What this task involves: Pictures do not belong in the copy; quote every entry below exactly.

Dataset records:
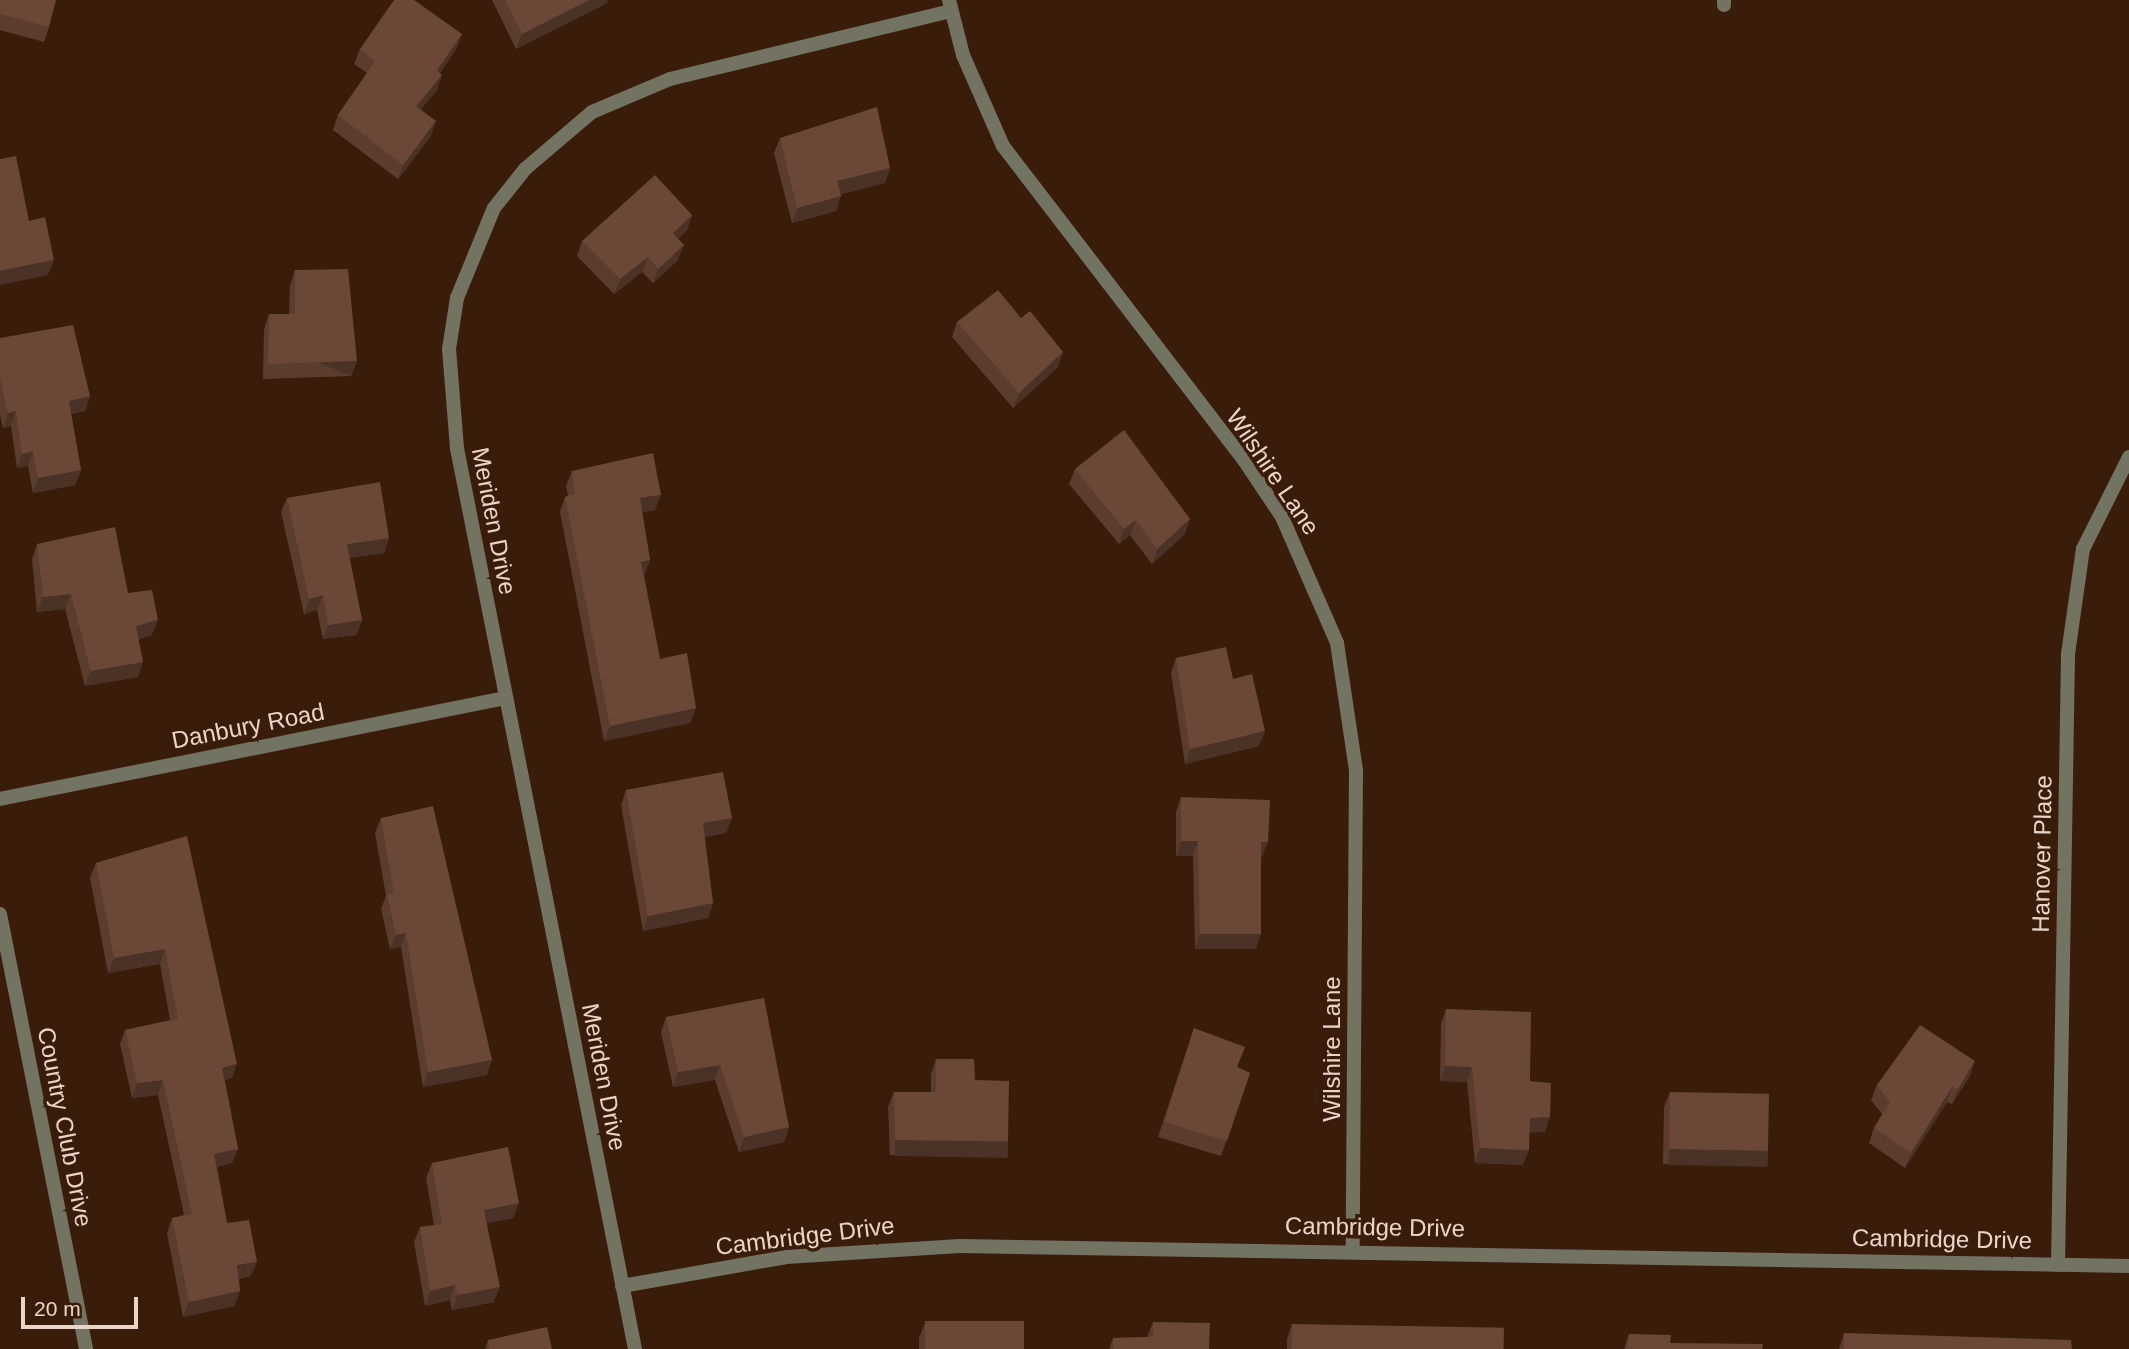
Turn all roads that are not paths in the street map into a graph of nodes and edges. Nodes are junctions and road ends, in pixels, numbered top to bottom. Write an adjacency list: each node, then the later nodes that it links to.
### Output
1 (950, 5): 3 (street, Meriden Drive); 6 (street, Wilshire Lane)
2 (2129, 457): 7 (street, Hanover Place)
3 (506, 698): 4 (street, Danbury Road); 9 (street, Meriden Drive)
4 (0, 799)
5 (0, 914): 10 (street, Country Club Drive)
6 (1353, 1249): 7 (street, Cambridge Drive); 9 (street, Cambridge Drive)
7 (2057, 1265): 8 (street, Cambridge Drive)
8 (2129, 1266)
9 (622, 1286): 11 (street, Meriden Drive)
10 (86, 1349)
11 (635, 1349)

Output below:
Turn all roads that are not paths in the street map into a graph of nodes and edges. Nodes are junctions and road ends, in pixels, numbered top to bottom. Write an adjacency list: each node, then the later nodes that it links to.
### Output
1 (950, 5): 3 (street, Meriden Drive); 6 (street, Wilshire Lane)
2 (2129, 457): 7 (street, Hanover Place)
3 (506, 698): 4 (street, Danbury Road); 9 (street, Meriden Drive)
4 (0, 799)
5 (0, 914): 10 (street, Country Club Drive)
6 (1353, 1249): 7 (street, Cambridge Drive); 9 (street, Cambridge Drive)
7 (2057, 1265): 8 (street, Cambridge Drive)
8 (2129, 1266)
9 (622, 1286): 11 (street, Meriden Drive)
10 (86, 1349)
11 (635, 1349)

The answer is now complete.